Смотрю на браслет, всё, пора будить. Осторожно трясу за плечо, в ответ получаю хриплое бурчание и сопение. Потом из-под одеяла высовывается лапка и сдвигает с лица надвинутое полотенце, на меня моргает хмурый глаз, мол, чего надо. Беру телефон, открываю вкладку переводчика, собираюсь с мыслями:
— Уборка в номере. Нужно выйти. Подождать.
Телефон бодро мяучит что-то по-тайски, смотрю внимательно в карий глаз.

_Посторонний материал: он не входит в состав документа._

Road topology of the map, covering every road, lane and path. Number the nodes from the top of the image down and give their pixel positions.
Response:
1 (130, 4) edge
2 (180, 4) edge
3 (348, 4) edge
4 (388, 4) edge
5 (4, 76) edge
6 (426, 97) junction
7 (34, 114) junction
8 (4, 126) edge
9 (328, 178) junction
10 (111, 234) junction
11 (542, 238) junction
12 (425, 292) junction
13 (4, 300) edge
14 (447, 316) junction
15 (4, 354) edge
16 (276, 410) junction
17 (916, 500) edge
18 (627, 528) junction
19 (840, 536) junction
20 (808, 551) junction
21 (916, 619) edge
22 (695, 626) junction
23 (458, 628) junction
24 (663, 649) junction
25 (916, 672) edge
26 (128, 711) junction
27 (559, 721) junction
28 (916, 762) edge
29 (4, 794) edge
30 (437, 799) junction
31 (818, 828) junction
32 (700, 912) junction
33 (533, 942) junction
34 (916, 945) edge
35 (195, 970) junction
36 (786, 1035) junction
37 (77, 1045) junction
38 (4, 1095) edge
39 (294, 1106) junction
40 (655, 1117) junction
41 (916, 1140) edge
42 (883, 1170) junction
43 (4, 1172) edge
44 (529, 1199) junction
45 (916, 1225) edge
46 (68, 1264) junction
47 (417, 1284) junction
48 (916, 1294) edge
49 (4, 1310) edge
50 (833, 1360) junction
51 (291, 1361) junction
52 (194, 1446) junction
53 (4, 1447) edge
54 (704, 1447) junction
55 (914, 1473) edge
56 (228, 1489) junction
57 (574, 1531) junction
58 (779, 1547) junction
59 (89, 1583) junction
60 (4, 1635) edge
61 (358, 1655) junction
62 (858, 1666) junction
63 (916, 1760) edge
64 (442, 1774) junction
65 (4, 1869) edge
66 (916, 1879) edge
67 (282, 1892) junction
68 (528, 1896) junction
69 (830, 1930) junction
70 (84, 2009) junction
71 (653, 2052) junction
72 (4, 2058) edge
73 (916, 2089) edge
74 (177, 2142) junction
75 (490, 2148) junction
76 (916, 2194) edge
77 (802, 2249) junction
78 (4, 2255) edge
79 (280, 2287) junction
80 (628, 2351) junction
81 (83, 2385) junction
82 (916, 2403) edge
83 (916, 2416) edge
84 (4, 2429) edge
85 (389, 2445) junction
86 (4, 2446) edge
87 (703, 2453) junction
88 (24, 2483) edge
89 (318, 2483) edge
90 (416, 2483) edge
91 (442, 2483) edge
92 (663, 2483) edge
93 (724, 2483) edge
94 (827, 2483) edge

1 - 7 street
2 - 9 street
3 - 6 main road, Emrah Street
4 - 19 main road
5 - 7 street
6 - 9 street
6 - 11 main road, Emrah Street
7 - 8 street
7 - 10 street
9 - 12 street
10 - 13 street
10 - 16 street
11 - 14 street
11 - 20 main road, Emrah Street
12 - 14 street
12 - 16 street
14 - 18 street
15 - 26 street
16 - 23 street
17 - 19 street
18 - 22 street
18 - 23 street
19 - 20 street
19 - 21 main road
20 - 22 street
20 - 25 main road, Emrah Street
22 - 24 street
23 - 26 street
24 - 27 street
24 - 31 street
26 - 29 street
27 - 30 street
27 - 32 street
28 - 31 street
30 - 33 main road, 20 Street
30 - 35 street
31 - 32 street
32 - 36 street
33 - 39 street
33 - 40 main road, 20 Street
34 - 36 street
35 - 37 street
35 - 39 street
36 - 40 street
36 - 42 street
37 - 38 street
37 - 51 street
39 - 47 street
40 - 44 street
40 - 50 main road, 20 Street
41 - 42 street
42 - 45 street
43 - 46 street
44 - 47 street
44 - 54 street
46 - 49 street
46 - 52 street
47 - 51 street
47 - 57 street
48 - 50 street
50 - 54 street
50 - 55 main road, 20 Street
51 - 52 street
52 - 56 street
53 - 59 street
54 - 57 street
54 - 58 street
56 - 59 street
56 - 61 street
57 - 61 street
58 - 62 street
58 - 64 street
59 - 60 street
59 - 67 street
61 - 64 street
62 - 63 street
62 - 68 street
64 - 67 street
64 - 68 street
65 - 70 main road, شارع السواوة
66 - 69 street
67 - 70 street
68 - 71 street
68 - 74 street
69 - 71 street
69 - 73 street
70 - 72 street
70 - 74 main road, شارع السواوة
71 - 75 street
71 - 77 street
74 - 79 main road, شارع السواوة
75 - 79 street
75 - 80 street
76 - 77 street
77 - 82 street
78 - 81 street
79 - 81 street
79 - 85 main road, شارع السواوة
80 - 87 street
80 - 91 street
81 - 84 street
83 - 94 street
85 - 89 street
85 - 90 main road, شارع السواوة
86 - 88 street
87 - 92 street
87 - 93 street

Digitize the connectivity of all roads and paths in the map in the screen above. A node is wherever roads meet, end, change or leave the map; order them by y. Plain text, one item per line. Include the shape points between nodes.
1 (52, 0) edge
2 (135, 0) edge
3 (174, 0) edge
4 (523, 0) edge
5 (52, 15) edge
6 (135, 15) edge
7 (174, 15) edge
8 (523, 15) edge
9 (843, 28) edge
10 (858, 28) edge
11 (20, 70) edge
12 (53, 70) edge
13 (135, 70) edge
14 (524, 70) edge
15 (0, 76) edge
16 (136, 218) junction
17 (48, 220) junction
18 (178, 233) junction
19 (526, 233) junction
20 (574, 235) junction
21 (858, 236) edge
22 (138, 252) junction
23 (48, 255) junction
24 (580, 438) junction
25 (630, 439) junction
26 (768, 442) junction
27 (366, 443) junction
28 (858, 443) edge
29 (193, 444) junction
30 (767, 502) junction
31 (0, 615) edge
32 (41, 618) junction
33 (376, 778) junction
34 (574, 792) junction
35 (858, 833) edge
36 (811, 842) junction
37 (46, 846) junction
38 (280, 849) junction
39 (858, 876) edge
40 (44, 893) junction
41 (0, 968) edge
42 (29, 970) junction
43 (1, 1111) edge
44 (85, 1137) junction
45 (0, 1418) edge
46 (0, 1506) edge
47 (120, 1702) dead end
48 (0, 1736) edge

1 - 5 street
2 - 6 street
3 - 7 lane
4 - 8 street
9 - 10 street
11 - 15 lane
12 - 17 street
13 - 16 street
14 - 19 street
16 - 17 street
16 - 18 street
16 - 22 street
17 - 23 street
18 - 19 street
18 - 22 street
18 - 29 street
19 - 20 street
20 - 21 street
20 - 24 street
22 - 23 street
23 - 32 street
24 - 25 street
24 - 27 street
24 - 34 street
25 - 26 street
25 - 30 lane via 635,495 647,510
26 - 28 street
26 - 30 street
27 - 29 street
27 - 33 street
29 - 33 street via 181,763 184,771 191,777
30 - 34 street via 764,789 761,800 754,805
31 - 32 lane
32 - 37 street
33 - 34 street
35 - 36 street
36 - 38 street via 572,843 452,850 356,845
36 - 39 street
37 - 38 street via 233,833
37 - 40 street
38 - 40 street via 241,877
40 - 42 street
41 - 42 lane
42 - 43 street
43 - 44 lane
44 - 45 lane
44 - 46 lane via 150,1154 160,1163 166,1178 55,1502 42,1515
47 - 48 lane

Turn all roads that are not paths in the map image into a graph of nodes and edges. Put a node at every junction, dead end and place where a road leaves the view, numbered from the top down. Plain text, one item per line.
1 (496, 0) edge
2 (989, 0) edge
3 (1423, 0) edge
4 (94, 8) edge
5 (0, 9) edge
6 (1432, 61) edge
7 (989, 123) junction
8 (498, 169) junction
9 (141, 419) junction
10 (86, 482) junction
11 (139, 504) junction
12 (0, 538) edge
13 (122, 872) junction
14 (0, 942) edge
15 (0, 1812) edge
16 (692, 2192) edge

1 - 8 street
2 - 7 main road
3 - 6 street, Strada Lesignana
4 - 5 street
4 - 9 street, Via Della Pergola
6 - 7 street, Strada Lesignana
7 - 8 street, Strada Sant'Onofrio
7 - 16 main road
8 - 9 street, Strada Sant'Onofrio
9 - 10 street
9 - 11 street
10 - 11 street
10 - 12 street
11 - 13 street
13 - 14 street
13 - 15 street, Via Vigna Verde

Кажется, меня поняли. Отхожу повесить на дверь номера табличку с разрешением на уборку, за моей спиной с кровати сползают сонные почти два метра и заворачиваются в одеяло. Стоит, качается. А, ну да, шагай за мной, чудо. Вывожу, цапанув за край одеяла, сонное дитя — на терраску, там столик, два просторных ротанговых кресла и тень пополам с жарой. Но это, похоже, только мне жарко, одеяло опускается в ближайшее к нему кресло и ёжится.
Из номера приношу чашки с чаем, одну ставлю поближе к одеялу. Закрываю за собой дверь в номер. Когда горничная закончит уборку — стукнет в дверь. Я далеко не всегда совсем ухожу на это время из номера, иногда вот так же пережидаю уборку в кресле. Бо́льшая часть отдыхающих уже на пляже, меньшая кормится в ресторане, считанные единицы спят. Я пью крепкий зелёный чай, одеялко дремлет. Наверное, стоит её покормить, я пока не испытываю голода — чая достаточно. Раздаётся короткий стук, уборка завершена. Чашка перед одеялком пуста наполовину, когда только успела? Значит, не спит. Забираю чашки и кивком головы зову обратно в номер.
— Можешь поспать ещё, — голос от долгого молчания немного помятый и нечёткий.
Телефон переводит, девочка послушно кивает и тем же коконом ложится досыпать. Святый Позжже, лепота и идиллия! А я собираюсь выползти за едой.